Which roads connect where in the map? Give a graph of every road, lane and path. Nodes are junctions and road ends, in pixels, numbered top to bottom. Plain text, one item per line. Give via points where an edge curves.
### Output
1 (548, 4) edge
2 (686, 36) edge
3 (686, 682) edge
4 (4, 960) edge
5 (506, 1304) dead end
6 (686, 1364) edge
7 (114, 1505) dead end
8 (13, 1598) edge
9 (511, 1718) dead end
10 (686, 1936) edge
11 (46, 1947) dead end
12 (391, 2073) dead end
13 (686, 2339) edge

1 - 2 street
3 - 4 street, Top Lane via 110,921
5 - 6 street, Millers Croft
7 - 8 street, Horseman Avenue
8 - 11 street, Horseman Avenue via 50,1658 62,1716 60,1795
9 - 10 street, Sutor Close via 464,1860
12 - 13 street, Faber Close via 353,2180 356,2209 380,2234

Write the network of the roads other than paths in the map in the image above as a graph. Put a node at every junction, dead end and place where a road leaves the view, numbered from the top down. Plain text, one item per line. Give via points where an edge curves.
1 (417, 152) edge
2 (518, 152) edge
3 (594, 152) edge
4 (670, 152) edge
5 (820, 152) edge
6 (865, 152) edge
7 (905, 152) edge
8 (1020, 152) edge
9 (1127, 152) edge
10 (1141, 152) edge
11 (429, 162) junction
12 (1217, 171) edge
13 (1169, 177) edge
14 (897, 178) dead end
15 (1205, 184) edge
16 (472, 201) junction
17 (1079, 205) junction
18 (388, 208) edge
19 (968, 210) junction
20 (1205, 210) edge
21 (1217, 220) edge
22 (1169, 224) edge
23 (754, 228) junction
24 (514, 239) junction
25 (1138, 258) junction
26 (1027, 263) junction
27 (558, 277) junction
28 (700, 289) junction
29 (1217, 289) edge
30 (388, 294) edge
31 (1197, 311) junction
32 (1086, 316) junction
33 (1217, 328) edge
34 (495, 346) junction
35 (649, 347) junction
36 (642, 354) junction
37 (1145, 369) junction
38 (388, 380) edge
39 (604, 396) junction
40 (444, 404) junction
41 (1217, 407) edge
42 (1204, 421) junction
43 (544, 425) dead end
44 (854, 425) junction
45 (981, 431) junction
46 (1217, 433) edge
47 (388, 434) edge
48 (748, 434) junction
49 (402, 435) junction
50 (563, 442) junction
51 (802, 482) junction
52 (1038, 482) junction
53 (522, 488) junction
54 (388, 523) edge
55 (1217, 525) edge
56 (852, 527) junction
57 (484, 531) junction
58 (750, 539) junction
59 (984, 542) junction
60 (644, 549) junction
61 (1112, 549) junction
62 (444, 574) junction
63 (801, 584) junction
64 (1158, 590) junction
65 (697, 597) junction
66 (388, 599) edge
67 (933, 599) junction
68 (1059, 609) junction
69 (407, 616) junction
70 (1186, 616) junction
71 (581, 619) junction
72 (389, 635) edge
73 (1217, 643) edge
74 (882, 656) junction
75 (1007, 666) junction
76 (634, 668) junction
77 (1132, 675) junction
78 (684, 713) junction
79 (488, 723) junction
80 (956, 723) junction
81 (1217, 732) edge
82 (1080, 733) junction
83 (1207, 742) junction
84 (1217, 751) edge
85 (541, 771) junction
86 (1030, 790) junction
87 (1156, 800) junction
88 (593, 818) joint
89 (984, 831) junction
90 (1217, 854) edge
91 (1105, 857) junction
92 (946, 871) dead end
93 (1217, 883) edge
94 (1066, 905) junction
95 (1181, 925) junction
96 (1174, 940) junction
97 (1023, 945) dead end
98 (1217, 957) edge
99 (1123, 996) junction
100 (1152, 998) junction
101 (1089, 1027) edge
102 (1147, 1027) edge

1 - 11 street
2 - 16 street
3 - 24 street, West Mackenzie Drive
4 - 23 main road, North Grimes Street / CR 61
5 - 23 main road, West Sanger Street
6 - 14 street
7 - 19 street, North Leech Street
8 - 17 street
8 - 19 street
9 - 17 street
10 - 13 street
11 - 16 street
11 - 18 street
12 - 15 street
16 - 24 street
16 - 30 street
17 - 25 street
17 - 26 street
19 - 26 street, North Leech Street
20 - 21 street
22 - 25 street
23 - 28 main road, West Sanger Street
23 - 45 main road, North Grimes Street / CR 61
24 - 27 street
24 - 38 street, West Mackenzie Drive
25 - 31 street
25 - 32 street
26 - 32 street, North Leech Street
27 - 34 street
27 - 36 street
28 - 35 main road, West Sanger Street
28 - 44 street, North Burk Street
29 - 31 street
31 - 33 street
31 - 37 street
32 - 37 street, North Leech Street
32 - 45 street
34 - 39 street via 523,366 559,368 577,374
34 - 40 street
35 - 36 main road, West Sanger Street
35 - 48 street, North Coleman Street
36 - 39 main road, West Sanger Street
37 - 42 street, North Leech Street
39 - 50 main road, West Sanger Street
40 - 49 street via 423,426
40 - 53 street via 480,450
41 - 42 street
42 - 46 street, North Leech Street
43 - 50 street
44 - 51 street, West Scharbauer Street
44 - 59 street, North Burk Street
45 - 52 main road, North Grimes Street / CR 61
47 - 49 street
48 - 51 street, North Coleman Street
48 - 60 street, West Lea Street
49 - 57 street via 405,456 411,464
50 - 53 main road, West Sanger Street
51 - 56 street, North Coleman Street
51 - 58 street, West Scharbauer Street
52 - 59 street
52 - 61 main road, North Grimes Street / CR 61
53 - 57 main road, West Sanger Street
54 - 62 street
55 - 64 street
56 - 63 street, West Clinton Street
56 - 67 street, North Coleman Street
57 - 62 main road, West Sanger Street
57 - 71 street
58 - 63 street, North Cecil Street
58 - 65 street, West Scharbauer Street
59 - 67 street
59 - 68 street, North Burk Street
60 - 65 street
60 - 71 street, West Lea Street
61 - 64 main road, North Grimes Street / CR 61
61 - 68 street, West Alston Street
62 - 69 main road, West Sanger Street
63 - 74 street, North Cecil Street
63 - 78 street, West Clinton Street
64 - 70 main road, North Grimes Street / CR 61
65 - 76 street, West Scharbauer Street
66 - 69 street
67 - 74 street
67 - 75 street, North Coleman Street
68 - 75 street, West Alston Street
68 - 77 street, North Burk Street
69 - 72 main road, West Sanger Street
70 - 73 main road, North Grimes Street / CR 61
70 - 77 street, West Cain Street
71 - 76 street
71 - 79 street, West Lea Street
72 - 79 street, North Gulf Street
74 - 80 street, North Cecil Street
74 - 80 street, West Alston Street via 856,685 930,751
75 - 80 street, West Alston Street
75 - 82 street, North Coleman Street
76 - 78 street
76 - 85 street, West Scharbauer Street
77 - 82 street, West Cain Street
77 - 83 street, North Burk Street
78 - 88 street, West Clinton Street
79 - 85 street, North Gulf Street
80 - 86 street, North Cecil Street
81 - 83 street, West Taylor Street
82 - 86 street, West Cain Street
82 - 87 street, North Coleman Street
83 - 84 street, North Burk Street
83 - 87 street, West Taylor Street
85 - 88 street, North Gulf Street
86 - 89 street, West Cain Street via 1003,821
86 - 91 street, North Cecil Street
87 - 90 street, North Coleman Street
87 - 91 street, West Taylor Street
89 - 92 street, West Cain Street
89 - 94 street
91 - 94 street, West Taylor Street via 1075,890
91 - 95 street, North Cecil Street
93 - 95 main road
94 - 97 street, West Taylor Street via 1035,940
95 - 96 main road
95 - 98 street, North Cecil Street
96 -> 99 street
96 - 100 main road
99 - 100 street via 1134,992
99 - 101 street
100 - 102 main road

____

● Exercise objective
Your task is to find each line in the entries that contains the string "Scharbauer" and copy it.

● Answer to this task
44 - 51 street, West Scharbauer Street
51 - 58 street, West Scharbauer Street
58 - 65 street, West Scharbauer Street
65 - 76 street, West Scharbauer Street
76 - 85 street, West Scharbauer Street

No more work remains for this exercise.